I think I have always been more of a 'thinker' than a 'do-er', and I would suspect that anyone who knows me well enough would say the same. Whether out of pure laziness, or perhaps just a general disinterest, many of the things that I dream-up never get to see the light of day.
I used to rationalise the problem by arguing that the inception, development and final refinement of a design far outweighed its boring practical implementation in terms of creativity. I mean throughout modern-history, it is the work of designers and thinkers that is remembered and celebrated, not the manufacturers. In fact, the manufacturers are relegated to a level just slightly higher than 'un-skilled' labour; uninspired drones who mindlessly implement the illuminated designs of intelligent men. I do not believe that I was the only one who thought this way. Next time you listen to your iPod, or boot up your Mac, look at the back, and read "Designed by Apple in California. Assembled in China."
While the previous rationalisation has worked for me in the past, I have recently started seeing some holes in that argument. Firstly, if a 'design' is defined as: "an outline, sketch, or plan, as of the form and structure of a work of art, an edifice, or a machine to be executed or constructed.", can a design actually exist without the intention of one-day executing or constructing it? Surely without such intentions the design is meaningless, nothing more than an anecdotal thought-experiment of the most abstract kind. And furthermore, to continue to call it a design without the aforementioned intentions is to be dishonest and delusional; in the same way as a person who professes to want to learn another language or take-up swimming, yet scoffs at the necessary sacrifices. To this end, I am making a concerted effort to try and 'do' more of the things that I think. And in fact, one of the primary reasons for starting this blog (and including 'Tinkering' in the title) was to stimulate the conversion of my half-baked schemes into functional existence.

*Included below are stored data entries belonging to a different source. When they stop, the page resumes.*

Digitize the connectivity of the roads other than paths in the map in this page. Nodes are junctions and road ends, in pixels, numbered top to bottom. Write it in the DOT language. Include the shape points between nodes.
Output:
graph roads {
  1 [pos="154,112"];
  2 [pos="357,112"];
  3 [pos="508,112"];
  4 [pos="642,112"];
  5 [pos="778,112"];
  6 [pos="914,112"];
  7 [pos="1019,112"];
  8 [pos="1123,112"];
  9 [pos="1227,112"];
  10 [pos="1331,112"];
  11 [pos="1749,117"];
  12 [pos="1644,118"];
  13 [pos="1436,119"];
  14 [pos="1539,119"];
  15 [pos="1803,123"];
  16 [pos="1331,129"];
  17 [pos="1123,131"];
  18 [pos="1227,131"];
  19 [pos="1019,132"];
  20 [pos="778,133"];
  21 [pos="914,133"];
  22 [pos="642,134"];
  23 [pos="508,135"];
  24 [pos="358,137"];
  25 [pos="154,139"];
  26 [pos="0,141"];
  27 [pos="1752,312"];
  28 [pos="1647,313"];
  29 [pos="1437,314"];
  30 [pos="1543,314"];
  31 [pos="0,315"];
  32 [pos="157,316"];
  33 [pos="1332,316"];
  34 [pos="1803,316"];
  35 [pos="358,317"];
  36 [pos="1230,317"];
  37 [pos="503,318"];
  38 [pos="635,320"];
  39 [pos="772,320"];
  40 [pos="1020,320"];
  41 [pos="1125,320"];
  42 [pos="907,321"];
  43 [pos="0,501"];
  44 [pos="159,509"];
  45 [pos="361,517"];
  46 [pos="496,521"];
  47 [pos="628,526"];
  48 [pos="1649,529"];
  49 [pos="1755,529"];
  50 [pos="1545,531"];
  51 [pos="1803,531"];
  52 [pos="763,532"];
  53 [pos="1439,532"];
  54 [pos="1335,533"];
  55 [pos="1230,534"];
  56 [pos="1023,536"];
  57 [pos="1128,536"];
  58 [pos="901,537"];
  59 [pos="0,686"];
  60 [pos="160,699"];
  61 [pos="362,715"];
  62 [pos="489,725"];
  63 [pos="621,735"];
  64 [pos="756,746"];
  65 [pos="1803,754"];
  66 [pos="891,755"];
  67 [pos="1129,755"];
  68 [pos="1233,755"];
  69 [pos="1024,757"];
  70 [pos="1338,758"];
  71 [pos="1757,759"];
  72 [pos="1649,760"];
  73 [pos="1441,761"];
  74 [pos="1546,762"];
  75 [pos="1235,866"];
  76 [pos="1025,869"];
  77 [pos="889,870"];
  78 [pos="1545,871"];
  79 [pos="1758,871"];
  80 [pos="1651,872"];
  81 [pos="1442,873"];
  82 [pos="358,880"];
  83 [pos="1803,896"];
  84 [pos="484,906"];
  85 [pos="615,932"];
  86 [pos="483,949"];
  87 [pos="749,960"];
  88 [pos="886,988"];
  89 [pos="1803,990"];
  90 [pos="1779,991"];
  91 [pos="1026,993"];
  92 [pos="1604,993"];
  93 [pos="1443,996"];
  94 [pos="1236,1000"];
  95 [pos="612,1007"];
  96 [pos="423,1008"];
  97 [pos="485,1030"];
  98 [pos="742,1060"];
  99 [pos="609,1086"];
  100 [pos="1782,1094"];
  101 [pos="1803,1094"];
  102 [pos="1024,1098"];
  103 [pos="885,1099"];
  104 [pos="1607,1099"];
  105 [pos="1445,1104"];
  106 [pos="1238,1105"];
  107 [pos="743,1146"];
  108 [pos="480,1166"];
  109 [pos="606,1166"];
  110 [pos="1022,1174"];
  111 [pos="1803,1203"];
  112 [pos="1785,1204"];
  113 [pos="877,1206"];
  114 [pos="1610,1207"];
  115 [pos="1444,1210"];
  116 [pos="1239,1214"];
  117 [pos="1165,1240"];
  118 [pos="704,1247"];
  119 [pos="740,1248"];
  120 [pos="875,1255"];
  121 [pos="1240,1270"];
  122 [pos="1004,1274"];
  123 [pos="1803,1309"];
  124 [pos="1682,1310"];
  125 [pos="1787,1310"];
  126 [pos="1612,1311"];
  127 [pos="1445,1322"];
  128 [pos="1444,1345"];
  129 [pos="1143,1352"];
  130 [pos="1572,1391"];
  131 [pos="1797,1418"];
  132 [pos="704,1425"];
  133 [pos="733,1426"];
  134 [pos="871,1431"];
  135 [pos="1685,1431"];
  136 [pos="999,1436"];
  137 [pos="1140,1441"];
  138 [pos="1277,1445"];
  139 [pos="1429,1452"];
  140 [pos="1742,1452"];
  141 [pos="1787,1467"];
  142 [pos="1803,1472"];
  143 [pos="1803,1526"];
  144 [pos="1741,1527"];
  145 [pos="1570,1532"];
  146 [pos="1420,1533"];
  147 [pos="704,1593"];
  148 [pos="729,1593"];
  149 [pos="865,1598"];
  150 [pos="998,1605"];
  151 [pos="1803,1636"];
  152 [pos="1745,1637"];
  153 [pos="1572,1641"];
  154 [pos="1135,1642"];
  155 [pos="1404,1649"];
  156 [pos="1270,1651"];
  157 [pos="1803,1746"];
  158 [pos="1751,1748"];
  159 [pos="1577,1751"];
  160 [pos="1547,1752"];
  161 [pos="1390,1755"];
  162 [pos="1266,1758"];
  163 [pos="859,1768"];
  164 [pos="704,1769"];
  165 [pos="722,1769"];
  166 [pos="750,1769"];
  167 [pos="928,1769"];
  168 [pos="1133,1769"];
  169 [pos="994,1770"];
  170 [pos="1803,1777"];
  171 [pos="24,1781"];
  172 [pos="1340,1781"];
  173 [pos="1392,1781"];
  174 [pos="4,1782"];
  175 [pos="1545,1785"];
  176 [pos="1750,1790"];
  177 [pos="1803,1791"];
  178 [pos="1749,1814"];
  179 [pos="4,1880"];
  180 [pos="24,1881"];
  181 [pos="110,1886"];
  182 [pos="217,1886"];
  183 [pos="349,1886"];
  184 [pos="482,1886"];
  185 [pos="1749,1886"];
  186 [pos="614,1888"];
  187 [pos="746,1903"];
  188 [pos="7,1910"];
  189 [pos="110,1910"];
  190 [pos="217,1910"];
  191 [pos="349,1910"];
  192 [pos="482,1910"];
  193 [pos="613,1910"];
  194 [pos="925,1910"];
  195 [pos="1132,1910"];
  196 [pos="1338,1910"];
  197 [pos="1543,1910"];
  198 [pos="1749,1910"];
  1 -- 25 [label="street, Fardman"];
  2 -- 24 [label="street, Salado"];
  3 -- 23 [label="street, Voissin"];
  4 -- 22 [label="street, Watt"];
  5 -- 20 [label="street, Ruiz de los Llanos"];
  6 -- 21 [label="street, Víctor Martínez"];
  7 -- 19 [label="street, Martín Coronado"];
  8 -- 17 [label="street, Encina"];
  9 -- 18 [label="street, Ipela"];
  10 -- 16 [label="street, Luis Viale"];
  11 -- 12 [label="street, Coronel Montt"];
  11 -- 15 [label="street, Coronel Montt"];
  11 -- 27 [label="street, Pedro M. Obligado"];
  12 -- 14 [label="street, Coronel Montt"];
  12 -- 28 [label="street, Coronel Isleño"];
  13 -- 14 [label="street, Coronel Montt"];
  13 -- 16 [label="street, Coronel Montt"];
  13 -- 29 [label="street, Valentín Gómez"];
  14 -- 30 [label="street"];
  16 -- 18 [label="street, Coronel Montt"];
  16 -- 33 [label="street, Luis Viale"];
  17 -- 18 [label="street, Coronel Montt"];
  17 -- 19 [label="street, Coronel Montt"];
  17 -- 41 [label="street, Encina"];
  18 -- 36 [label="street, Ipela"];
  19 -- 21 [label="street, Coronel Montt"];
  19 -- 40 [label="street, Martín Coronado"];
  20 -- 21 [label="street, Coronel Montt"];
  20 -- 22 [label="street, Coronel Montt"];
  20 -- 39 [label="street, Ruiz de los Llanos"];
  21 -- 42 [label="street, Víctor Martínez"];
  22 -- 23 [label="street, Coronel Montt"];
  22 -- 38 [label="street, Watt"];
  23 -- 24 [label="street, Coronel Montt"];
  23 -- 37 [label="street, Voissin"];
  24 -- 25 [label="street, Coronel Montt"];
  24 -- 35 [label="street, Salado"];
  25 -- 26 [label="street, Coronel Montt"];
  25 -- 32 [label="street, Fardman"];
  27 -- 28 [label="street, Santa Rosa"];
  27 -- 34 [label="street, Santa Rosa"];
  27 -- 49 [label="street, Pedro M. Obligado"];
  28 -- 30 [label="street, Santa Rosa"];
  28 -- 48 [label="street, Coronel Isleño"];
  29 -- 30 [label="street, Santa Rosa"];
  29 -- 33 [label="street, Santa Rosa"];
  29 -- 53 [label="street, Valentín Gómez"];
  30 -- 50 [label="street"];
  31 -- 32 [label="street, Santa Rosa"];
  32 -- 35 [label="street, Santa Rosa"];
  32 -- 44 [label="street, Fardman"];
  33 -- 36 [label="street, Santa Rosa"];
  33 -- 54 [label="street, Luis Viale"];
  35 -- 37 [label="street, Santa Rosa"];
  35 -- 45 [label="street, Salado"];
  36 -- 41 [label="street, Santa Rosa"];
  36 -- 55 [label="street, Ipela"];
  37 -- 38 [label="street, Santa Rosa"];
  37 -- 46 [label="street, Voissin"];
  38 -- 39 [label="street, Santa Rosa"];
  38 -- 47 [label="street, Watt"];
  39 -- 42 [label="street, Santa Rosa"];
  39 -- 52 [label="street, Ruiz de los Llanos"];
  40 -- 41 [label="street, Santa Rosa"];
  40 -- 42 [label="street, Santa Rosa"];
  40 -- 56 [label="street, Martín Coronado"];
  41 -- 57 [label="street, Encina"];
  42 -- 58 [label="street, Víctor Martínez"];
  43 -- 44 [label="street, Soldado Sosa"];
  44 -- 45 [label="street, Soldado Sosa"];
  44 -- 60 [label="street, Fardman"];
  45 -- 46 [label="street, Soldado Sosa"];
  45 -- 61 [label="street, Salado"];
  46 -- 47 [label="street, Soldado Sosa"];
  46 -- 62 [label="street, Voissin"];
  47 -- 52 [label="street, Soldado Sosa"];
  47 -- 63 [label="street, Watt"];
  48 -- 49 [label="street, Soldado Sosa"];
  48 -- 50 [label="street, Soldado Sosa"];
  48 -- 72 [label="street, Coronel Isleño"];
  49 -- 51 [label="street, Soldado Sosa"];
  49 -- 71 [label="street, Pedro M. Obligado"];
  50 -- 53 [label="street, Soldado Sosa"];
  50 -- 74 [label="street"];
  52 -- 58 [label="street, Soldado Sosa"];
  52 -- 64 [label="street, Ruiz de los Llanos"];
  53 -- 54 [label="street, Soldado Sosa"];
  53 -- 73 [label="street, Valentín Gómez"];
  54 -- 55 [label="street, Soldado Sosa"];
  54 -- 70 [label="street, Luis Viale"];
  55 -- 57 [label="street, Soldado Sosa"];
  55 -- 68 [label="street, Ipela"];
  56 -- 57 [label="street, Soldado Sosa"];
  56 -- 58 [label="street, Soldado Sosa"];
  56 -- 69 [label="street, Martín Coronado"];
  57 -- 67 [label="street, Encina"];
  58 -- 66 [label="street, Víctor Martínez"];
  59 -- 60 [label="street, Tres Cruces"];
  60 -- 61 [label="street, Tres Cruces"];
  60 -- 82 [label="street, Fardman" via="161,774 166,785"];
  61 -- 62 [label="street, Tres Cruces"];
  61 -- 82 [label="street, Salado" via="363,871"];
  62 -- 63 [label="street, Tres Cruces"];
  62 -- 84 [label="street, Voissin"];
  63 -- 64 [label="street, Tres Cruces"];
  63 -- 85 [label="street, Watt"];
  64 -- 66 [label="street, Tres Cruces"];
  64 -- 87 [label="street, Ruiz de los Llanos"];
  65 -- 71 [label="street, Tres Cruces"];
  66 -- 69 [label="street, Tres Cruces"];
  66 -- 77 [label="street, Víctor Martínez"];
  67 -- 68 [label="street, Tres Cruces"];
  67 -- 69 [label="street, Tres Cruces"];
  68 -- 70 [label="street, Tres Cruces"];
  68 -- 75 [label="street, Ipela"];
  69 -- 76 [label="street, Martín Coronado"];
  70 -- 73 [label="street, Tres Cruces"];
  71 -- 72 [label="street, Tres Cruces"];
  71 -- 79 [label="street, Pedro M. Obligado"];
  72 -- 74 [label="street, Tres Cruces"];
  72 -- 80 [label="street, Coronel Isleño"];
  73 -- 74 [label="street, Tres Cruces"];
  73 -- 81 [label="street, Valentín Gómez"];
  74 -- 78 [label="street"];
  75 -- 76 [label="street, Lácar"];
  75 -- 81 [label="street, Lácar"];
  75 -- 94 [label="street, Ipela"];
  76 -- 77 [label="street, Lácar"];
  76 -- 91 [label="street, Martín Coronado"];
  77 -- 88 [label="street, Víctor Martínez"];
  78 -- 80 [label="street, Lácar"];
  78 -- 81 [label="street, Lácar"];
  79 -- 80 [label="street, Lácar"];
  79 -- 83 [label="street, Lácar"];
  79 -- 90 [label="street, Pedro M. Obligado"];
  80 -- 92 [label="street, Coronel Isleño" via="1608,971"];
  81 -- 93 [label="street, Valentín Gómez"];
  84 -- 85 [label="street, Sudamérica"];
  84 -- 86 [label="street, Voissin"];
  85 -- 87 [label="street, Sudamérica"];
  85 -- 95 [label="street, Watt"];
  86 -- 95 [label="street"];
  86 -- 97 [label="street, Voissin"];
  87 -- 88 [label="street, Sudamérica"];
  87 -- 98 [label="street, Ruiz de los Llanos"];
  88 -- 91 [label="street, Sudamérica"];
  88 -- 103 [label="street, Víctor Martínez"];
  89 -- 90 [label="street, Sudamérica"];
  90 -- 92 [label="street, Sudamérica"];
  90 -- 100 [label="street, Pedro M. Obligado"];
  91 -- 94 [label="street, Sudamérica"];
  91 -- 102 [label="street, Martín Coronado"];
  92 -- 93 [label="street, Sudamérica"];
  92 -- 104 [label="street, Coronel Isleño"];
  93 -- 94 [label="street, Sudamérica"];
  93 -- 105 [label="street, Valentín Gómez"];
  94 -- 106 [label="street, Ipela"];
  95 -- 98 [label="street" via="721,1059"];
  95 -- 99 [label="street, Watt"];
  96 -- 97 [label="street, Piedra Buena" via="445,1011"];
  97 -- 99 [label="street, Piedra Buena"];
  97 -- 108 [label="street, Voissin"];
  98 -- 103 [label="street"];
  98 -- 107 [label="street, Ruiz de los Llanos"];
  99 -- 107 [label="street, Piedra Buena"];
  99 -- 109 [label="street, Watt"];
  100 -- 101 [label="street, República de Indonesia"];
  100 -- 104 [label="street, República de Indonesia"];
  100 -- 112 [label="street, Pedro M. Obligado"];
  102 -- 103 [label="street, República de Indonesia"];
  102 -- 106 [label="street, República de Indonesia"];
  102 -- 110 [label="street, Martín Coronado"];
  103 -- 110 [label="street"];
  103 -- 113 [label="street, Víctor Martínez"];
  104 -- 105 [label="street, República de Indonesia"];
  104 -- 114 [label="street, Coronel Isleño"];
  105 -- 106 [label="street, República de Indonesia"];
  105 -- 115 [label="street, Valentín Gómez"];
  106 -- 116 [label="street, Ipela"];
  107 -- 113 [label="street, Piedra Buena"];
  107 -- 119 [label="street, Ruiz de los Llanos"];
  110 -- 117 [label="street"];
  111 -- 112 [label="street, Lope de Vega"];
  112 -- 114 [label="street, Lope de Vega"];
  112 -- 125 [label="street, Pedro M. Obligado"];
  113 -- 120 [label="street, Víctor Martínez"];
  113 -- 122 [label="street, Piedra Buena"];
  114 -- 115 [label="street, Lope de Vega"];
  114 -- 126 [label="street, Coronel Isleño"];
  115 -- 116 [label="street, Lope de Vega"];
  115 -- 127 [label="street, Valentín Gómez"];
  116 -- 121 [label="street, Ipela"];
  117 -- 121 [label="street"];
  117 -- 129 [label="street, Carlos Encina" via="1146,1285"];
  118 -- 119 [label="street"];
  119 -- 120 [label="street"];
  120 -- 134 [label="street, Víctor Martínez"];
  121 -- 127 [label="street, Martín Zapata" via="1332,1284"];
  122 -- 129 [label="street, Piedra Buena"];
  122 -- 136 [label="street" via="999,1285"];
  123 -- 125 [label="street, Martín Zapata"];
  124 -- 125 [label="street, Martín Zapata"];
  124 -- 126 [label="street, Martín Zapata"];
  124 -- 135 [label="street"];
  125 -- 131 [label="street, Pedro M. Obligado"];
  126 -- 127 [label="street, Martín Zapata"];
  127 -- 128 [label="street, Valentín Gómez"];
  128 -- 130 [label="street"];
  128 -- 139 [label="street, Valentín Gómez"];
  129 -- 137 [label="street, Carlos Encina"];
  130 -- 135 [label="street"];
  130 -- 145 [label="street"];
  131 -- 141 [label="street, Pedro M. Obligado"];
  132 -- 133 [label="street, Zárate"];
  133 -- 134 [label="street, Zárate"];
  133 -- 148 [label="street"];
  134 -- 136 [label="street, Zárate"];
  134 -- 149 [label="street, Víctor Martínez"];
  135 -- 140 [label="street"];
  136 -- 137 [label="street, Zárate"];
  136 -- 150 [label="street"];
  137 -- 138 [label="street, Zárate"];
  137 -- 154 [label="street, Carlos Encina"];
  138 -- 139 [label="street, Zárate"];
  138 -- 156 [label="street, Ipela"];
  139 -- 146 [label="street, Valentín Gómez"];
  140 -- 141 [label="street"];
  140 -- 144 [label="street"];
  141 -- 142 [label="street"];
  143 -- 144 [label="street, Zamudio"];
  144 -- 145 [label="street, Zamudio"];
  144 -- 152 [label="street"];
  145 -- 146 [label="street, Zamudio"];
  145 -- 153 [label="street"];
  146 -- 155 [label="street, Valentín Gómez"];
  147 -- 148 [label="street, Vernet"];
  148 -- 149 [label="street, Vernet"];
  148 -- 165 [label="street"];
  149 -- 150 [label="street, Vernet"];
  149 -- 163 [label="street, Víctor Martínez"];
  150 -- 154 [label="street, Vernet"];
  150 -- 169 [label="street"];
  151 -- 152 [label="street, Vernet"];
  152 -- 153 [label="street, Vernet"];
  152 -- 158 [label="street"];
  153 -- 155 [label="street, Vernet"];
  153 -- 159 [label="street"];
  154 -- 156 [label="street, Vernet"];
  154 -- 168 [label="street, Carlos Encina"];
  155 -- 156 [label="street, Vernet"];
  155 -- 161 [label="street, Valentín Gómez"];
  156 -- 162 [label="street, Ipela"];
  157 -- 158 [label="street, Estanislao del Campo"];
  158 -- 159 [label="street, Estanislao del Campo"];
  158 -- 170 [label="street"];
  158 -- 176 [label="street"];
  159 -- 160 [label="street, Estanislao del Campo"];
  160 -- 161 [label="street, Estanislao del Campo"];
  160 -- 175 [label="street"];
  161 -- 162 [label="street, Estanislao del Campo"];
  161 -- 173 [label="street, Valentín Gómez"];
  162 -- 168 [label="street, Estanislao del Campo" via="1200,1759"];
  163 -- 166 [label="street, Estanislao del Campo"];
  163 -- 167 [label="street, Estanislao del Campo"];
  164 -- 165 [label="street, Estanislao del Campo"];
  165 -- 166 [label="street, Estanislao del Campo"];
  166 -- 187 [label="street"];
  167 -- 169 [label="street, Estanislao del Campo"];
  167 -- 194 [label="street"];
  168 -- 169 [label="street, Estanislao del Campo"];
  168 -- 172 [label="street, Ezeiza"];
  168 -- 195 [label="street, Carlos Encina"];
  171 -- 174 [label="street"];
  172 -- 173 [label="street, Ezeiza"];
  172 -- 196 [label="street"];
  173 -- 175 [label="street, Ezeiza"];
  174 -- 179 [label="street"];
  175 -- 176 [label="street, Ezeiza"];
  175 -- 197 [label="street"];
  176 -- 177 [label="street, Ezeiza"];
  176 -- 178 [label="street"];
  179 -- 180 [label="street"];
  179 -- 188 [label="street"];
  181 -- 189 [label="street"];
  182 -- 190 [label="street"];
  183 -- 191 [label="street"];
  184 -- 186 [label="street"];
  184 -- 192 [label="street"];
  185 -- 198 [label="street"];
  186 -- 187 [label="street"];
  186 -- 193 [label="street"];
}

In my last post, 'On the Glowing of Bulbs' I described a computer-controlled chandelier that I wished to build - with about 64 incandescent light-bulbs that would flicker and glow organically. I first came up with that idea well over a year ago, and while I would often think about it and even draw-up some rough design sketches, I did not manage to physically implement anything within the past year. But I am pleased to report that this blog is having an effect on me, as I spent almost the whole of last weekend designing and building my first working prototype. This first prototype only has one bulb, and instead of randomly flickering, its brightness just ramps up-and-down in a simple cycle. But despite these simplifications, it is real, it exists. No longer a mere figment of my imagination, the chandelier has taken its first step to being realised, and I for one am very proud. So proud, that I have included a short video of it working at the top of this post. The rest of this post will be technical design details of the prototype, and so unless you are technically minded, it will seem rather dull and dry writing indeed. So don't feel bad to stop here.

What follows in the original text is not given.